Tak, od najmniejszych zgrupowań po największe, tak to działa, przecież ja tutaj tego doświadczam od władców forum. Nazywam sprawy tak jak je rozpatrzyłam bardzo bacznie to analizując przez całe swoje i w cierpieniu życie z Bogiem. Skłaniam tylko do przyjrzenia się temu, a nie wymuszam na nikim przyjęcia takiego samego światopoglądu. Od zarania tak jest jak piszesz, ale czy dalej tak musi być? Pisali tutaj o zapożyczeniach, ale to nie to, że jedną postać wciąż się wałkuje a nadaje jej inne imię w religiach. To tylko powtarzalne schematy programów. Jakby się uparł i tak uparcie ich trzymał to i dzisiaj znaleźlibyśmy żyjące odpowiednie do tamtych bohaterów postaci i znowu im oddawali cześć. Wróćmy do tych prowadzących i kogo Duchów. Tam zadałam pytanie odnośnie Mojżesza i mamy Jakuba "Dwa narody są w twym łonie,
dwa odrębne ludy wyjdą z twych wnętrzności" i oto mamy obraz Jakub i jego bliźniak Ezaw. Dzieci te już w łonie matki walczyły o pierwszeństwo. Potem mamy walkę Jakuba o to samo aż z Aniołem, którą on wygrywa. Walka na poziomie zbiorczych dusz tej całej zgromadzonej otoczki wokół jednej i drugiej postaci, boskości, czyli sił większych od tych doczesnych.
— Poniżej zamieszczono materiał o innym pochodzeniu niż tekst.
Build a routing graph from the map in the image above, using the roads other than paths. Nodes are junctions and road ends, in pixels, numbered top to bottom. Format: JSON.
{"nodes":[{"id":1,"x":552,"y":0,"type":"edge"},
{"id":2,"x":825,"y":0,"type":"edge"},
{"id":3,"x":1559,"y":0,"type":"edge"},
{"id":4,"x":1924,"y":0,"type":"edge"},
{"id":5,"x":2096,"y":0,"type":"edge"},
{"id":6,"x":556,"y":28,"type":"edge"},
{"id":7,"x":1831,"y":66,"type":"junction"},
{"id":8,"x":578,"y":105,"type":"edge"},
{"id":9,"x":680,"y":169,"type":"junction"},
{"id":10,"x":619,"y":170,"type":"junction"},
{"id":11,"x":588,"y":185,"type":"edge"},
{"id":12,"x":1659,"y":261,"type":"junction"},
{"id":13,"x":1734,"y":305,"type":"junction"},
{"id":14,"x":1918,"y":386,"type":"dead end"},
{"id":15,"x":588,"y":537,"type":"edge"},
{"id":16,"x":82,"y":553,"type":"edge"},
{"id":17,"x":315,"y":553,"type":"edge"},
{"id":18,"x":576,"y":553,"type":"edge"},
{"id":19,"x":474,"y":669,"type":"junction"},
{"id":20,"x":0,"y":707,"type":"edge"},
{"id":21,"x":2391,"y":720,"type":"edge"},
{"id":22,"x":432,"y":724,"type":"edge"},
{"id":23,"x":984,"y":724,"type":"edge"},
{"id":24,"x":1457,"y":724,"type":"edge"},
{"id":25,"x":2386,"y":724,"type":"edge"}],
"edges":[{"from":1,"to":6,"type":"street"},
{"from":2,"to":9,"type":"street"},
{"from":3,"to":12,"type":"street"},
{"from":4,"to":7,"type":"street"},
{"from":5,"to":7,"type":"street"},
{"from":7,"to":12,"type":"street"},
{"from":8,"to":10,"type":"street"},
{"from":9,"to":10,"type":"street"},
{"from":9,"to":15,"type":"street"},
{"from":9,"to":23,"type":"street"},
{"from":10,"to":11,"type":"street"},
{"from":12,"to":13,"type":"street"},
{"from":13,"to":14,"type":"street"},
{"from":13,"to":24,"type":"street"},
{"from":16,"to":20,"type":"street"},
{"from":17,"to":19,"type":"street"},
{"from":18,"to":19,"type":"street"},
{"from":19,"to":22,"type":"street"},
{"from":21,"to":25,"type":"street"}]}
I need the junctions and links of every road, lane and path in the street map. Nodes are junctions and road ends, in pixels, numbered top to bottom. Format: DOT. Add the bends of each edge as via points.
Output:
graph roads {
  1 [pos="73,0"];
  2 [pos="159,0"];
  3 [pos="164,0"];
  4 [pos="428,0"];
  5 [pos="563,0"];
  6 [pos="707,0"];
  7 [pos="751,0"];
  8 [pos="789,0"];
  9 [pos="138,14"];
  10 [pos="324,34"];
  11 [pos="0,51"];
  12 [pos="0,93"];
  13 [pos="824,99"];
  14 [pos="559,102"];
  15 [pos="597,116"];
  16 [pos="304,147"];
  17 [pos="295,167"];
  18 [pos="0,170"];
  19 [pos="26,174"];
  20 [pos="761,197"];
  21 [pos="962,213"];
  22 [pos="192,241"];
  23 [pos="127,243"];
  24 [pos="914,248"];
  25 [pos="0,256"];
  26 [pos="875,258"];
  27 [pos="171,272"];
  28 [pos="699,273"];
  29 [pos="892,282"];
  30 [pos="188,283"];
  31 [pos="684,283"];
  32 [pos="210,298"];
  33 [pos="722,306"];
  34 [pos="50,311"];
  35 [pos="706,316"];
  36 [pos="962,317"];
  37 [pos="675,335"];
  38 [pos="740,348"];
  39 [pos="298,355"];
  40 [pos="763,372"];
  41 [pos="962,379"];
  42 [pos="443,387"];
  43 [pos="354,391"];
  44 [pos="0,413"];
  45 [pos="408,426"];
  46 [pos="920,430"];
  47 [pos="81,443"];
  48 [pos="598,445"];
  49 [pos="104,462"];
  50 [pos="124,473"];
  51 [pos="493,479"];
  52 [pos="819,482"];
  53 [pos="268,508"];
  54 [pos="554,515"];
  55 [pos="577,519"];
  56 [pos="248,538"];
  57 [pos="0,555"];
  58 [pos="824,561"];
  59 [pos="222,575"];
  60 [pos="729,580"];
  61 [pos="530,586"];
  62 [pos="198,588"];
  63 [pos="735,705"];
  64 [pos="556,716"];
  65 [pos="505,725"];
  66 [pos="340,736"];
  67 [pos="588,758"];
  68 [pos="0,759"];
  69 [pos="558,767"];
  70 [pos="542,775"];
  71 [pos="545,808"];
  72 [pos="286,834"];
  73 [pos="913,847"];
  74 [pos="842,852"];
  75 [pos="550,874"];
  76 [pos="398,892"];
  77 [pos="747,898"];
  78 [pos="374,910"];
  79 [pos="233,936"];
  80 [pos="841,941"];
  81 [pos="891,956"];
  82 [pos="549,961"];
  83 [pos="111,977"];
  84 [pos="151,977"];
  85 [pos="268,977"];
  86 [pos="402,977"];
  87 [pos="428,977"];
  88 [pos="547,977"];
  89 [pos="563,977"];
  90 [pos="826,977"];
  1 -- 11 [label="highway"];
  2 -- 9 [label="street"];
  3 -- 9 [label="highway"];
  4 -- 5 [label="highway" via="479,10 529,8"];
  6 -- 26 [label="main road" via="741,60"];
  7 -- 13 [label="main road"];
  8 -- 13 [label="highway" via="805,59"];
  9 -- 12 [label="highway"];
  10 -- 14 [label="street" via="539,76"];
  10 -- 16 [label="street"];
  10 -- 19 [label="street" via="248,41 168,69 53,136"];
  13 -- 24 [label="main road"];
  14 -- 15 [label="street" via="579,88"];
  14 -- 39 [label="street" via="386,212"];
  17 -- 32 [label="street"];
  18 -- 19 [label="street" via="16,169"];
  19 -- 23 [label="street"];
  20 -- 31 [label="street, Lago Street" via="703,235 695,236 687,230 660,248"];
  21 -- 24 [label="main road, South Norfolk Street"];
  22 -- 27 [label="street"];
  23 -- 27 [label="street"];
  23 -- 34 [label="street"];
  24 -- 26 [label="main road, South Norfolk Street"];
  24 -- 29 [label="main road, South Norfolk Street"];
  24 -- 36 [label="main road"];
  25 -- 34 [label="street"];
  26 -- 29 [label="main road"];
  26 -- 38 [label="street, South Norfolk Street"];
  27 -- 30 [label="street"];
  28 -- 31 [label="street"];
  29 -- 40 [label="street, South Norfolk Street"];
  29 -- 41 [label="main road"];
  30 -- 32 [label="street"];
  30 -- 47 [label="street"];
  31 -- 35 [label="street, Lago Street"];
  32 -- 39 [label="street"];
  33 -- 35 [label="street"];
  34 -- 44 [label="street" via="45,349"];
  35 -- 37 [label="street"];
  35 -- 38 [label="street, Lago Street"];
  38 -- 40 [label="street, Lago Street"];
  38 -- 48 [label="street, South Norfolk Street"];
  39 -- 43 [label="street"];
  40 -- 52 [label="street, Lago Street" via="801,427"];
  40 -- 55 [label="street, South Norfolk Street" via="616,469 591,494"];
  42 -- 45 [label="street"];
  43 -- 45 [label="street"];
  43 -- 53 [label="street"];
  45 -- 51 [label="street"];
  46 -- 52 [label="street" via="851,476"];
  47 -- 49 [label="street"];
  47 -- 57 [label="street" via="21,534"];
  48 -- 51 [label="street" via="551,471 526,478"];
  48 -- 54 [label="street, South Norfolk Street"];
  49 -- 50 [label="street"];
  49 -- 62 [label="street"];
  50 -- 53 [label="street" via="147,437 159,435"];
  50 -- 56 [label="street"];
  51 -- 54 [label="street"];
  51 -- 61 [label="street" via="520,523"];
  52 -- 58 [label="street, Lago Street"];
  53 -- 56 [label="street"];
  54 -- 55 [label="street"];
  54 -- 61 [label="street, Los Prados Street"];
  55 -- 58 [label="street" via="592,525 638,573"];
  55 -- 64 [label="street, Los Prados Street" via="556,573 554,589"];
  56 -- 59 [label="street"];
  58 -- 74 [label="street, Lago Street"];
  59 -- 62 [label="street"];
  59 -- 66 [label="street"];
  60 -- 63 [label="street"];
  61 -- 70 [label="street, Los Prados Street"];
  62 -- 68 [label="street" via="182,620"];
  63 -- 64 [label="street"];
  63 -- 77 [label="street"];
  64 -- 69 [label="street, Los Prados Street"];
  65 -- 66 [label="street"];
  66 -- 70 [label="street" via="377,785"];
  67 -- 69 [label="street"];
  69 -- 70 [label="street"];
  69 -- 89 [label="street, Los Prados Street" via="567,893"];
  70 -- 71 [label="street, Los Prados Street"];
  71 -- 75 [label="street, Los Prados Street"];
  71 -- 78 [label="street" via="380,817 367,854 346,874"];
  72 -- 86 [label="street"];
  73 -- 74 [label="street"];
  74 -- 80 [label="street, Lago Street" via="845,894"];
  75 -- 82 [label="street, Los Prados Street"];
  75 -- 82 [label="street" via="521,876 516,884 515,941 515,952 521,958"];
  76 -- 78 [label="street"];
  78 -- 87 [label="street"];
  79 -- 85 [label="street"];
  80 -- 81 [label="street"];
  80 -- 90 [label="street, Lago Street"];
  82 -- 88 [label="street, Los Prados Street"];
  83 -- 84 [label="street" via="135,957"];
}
Ta siła mu odpowiada "Izrael będzie twe imię". Mam dalej pisać, czy już załapałeś dlaczego Mojżesz nie wszedł tam gdzie reszta? Jego ojciec Izaak wybrał Ezawa za swojego następcę, ale za czyją pomocą otrzymał je Jakub? To są programy i siły całego Wszechświata, one są boskie i korzystamy z nich, bo nie wyrzuciło nas z tej sieci, ale napędem do ich funkcjonowania w świecie są wola, intencja, uczucia, które się grupują i rosną w siłę.